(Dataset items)
=== Begin Enclosure ===

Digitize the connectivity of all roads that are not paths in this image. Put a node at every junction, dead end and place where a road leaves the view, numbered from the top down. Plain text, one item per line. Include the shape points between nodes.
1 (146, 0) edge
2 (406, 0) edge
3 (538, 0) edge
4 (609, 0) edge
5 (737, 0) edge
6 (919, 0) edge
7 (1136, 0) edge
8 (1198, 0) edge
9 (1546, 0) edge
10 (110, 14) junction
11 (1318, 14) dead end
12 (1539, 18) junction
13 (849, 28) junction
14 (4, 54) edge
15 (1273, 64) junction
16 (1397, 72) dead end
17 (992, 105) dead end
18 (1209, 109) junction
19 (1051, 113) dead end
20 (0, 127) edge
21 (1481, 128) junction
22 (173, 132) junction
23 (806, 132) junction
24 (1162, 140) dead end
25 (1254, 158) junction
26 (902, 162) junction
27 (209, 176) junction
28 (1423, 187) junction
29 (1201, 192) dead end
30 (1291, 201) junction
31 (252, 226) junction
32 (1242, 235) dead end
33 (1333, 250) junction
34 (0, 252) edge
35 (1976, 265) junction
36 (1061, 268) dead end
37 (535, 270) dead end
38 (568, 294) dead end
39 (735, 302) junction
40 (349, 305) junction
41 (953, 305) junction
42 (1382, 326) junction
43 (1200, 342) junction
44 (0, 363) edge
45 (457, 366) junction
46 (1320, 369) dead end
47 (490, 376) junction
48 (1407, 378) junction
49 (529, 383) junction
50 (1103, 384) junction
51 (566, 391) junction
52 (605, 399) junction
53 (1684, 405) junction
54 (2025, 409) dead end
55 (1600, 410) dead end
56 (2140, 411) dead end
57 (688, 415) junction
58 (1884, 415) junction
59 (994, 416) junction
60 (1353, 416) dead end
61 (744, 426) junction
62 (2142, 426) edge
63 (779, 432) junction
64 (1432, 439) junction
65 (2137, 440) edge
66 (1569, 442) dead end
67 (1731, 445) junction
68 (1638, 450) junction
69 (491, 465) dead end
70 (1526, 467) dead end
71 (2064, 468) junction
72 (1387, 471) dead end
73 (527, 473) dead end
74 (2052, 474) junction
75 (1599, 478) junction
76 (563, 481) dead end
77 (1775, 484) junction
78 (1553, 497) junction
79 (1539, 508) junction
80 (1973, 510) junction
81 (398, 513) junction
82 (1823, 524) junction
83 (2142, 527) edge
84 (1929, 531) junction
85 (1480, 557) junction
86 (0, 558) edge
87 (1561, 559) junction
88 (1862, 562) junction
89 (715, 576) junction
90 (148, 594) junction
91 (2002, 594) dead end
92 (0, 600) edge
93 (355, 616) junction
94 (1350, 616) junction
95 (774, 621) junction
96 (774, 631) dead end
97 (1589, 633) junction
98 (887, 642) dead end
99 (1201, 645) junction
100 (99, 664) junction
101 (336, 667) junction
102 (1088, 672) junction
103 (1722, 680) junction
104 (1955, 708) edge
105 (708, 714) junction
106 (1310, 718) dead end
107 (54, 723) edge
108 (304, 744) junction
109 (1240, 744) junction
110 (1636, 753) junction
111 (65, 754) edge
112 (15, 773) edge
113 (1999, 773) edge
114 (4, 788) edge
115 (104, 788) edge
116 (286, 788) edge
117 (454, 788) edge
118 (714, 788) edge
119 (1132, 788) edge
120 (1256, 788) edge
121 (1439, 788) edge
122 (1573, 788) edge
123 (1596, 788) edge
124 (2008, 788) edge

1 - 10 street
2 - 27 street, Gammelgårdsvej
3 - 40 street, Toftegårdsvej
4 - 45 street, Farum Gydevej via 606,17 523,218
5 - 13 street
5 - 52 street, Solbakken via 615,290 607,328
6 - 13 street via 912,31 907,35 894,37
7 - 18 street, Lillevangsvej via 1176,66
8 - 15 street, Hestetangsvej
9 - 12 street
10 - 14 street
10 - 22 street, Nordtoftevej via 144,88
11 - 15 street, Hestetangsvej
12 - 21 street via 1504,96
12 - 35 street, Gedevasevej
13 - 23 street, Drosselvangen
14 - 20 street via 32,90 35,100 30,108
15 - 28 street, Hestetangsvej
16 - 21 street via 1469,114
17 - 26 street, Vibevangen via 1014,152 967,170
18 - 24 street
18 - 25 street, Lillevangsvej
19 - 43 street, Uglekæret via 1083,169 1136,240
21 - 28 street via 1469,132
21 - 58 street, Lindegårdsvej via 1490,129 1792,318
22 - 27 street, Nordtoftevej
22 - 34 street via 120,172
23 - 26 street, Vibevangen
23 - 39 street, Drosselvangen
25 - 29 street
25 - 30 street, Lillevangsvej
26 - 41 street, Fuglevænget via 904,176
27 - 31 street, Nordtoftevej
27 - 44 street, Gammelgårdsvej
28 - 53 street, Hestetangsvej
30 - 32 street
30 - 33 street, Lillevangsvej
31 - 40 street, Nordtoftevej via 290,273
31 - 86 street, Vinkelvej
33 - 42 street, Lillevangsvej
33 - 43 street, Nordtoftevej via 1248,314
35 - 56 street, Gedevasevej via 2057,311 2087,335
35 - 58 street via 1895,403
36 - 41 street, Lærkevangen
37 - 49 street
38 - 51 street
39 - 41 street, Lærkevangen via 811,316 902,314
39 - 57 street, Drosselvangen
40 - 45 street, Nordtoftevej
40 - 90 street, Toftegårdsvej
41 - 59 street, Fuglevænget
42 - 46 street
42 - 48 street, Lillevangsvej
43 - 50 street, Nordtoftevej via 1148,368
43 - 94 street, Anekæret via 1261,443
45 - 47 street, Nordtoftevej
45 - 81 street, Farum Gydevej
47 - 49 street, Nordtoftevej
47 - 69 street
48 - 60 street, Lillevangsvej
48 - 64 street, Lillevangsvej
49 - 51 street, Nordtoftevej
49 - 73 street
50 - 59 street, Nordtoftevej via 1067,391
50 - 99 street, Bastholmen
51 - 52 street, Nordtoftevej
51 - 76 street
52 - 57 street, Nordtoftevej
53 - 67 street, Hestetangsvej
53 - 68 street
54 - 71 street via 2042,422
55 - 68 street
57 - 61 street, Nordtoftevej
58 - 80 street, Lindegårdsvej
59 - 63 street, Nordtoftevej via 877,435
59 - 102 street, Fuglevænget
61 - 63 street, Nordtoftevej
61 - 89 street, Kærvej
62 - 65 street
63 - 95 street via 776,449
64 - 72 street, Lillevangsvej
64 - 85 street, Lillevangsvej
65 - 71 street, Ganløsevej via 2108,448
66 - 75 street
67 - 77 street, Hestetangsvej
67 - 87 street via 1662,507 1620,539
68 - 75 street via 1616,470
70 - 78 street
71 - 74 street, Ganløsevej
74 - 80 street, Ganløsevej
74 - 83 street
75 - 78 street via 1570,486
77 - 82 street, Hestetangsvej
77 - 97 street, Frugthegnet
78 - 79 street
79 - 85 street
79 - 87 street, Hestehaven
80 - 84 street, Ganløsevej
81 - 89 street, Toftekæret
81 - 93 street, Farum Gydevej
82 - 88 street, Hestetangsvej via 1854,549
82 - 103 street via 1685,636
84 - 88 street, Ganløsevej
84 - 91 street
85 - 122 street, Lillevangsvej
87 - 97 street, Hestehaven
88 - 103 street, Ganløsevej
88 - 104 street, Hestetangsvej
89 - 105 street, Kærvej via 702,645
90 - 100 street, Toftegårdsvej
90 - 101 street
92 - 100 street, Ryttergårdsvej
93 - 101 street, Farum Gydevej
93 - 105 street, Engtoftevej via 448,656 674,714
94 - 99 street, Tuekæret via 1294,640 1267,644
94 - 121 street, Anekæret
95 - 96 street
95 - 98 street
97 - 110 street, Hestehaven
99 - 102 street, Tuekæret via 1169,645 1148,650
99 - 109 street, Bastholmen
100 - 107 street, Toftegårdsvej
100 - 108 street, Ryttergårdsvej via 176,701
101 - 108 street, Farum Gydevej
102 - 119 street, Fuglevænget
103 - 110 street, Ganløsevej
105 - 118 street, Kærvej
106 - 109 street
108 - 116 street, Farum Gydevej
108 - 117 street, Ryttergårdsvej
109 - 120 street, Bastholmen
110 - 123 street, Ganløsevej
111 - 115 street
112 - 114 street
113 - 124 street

=== End Enclosure ===

Instructions for the task
Work out how many lines in the records above include the string "Lindegårdsvej", and provide that figure with no other text.

Result of the task
2